The time window became slightly shorter when Delhi finally put out a Great Engineer (yes just ahead of the one from Fusion) to finally sling the 3-man Golden Age. I launched missing one engine, as is common. To correctly build both engines requires either a different tech path with Fusion sooner, or for the second-best hammer city to be only one turn slower than the best hammer city, which is rare thanks to competing against the Ironworks. Plus also the third-best hammer city must be able to complete the other last part (the Ecology or Genetics part) fast enough that the second-best hammer city doesn't need to.
Launch in 1765 AD, but Delhi isn't done. Continue research to Mass Media and Robotics for three more wonders. It also built the Manhattan Project which I thought was a wonder (durr, Project is right there in the name.) When I got to Robotics, though, the Space Elevator wasn't available. Not the latitude restriction, no city could build it. It gets disabled after you launch, I guess? So Delhi built the Internet and SDI instead.
The UN election was surprisingly close to being a problem - Montezuma nearly matched my vote count, the swing vote was Elizabeth but she voted my way even only at Cautious.
Delhi very neatly came to exactly double Legendary just before victory.
Space Race Victory in 1810 AD. The scoreboard shows where the AIs are.
Actually added up to only 252 GPP/turn in the end, and that includes six specialists on top of the wonders. As always, the real value of Philosophical is getting great people sooner, not so much more of them.
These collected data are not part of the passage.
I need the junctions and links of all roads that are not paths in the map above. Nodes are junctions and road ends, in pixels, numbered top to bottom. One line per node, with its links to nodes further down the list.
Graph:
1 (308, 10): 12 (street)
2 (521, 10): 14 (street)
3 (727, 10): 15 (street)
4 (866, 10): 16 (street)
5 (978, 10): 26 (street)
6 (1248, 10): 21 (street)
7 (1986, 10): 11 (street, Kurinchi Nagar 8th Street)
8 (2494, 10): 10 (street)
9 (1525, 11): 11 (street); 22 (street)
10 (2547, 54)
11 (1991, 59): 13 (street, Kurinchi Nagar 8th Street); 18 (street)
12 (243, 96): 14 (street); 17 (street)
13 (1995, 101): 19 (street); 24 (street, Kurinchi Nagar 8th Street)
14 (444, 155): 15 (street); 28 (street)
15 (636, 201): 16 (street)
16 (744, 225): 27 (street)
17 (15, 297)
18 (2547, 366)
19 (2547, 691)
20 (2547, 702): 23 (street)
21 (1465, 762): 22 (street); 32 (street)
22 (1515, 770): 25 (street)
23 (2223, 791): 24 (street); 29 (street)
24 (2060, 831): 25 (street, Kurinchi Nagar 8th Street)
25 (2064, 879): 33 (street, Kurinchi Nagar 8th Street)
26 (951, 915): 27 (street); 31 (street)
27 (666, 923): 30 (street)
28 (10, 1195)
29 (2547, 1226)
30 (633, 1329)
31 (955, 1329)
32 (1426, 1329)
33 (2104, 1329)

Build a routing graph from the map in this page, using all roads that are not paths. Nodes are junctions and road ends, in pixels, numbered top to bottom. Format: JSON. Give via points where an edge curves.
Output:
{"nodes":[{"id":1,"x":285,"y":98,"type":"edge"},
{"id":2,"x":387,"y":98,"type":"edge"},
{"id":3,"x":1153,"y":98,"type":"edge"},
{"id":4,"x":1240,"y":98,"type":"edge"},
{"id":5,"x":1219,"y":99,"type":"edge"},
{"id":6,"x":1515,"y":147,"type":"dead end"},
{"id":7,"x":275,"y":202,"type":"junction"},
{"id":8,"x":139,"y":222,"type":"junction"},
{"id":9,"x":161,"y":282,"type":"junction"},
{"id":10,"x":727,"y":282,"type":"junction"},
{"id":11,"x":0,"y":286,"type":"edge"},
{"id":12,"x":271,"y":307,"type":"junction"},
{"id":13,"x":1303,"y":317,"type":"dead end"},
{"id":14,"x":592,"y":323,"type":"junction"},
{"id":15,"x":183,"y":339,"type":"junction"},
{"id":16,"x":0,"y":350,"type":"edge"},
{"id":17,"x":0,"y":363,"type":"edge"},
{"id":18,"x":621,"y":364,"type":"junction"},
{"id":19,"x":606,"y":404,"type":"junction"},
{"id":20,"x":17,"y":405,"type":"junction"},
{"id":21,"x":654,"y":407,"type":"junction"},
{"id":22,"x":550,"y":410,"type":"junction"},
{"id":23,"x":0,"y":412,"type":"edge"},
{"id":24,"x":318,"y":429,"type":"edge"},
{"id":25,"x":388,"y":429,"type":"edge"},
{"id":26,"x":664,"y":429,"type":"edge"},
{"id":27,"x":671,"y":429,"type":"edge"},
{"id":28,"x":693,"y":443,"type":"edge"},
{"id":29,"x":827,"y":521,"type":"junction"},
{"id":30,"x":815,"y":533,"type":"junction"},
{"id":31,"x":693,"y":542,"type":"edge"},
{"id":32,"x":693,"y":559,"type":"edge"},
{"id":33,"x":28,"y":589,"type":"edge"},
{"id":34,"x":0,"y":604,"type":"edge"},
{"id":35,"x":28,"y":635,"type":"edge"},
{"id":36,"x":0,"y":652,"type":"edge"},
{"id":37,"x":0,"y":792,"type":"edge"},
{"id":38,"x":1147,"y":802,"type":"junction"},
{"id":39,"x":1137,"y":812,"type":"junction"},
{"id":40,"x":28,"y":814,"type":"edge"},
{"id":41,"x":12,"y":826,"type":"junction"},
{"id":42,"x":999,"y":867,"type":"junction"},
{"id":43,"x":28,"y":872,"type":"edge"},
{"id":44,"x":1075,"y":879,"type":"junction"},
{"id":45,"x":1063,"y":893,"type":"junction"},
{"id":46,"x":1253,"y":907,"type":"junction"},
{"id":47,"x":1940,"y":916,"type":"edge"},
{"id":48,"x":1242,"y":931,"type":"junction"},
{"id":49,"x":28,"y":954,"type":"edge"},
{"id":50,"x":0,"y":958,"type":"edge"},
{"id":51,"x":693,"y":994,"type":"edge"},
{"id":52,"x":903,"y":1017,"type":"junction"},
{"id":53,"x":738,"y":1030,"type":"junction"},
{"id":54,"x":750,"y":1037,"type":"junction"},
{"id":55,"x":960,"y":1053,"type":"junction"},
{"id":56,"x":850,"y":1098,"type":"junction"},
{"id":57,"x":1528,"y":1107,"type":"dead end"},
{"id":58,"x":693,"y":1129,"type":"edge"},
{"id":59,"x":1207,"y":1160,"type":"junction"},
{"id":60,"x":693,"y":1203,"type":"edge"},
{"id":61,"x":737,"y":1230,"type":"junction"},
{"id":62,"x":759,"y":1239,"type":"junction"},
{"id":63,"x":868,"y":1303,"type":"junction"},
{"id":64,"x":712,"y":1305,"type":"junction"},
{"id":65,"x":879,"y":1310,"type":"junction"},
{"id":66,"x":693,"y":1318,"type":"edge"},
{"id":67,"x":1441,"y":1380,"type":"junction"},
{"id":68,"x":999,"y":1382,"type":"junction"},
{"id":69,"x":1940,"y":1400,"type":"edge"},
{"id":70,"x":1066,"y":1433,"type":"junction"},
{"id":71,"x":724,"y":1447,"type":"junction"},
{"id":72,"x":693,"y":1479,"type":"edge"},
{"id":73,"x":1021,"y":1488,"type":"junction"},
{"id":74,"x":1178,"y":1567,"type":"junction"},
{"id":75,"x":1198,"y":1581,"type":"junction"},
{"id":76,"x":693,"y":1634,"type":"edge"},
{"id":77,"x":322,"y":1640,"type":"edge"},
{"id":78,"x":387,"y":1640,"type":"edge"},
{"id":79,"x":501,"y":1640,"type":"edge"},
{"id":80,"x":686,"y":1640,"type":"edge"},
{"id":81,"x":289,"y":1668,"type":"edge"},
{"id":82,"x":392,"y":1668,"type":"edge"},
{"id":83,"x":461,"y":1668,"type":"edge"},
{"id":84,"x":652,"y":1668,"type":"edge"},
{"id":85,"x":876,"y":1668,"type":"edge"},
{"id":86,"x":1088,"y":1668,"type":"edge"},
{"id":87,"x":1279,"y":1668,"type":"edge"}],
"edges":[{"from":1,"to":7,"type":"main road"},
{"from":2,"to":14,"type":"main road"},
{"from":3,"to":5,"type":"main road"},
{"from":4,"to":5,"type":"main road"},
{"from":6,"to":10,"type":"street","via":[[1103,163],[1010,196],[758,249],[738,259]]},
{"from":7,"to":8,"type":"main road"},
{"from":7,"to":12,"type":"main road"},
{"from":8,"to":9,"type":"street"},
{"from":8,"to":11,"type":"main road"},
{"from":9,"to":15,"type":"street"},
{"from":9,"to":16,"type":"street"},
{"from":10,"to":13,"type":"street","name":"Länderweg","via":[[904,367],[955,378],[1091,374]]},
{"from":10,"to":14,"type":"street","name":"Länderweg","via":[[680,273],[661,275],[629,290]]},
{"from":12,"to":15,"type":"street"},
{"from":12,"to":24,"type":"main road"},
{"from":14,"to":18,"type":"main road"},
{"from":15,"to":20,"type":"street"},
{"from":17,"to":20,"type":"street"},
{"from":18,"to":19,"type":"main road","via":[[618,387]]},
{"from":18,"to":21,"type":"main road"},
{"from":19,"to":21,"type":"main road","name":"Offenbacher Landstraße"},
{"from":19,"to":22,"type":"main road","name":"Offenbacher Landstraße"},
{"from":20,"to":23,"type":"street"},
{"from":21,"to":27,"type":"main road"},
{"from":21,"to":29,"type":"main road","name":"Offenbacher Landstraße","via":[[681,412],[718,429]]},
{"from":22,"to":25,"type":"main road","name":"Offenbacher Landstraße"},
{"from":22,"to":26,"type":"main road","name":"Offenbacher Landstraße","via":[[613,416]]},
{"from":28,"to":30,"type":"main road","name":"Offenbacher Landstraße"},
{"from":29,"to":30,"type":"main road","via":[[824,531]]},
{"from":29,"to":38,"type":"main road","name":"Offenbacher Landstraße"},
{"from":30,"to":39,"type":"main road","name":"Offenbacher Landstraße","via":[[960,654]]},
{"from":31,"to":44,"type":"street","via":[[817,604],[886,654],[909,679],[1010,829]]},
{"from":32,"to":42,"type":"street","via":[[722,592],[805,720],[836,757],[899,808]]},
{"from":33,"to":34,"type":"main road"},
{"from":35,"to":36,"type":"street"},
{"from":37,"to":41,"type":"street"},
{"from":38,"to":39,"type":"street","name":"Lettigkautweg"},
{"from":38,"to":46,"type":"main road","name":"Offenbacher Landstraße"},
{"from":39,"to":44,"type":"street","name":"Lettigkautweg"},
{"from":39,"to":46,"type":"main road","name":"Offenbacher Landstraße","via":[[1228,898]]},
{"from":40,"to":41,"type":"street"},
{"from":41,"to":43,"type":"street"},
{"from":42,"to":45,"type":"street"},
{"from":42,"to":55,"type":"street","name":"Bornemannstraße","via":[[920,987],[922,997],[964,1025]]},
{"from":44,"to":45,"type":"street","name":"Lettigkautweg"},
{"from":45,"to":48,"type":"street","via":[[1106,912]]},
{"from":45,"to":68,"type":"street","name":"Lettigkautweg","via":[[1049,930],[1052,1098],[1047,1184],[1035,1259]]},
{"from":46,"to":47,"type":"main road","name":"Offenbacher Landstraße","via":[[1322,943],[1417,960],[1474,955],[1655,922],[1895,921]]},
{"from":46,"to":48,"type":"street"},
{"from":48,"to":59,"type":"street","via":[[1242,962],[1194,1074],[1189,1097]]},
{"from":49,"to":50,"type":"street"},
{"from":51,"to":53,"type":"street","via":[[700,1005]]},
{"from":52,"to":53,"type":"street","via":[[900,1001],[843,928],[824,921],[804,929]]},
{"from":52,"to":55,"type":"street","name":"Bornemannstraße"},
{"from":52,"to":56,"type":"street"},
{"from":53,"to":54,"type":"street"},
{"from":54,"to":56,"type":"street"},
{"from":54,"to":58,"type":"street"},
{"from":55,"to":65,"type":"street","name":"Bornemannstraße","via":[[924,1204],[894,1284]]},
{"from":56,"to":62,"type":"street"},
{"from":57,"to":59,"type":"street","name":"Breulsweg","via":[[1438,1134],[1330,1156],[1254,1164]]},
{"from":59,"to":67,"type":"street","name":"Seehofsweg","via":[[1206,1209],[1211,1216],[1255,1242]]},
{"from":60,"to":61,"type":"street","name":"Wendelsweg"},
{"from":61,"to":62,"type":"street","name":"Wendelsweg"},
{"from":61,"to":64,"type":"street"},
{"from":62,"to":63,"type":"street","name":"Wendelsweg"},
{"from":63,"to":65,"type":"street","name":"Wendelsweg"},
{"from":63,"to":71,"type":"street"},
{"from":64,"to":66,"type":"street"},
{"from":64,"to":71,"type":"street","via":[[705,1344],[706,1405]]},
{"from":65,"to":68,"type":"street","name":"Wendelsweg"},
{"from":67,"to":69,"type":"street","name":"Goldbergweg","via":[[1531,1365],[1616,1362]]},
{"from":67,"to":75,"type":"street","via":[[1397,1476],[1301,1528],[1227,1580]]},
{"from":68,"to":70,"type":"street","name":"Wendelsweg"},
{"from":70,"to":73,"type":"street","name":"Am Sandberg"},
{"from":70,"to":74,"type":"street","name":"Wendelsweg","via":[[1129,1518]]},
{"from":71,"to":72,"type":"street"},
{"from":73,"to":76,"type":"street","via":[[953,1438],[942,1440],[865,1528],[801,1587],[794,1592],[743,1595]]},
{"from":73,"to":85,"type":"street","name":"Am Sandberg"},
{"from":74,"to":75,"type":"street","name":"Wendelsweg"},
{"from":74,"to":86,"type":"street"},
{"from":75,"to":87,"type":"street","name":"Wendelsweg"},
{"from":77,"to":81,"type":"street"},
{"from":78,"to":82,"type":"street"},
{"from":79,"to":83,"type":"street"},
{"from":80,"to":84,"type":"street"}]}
In the later game, National Park abuse is actually a better way to create huge piles of GPP. But in the early game, I'd run down the list of Things To Do With A Great Person very quickly: settle for hammers, settle for espionage, lightbulb a religion, rush a wonder, and pop a Golden Age all before 1 AD.
2) Have fun playing the game - check.
3) Write up a game report to share with others - check.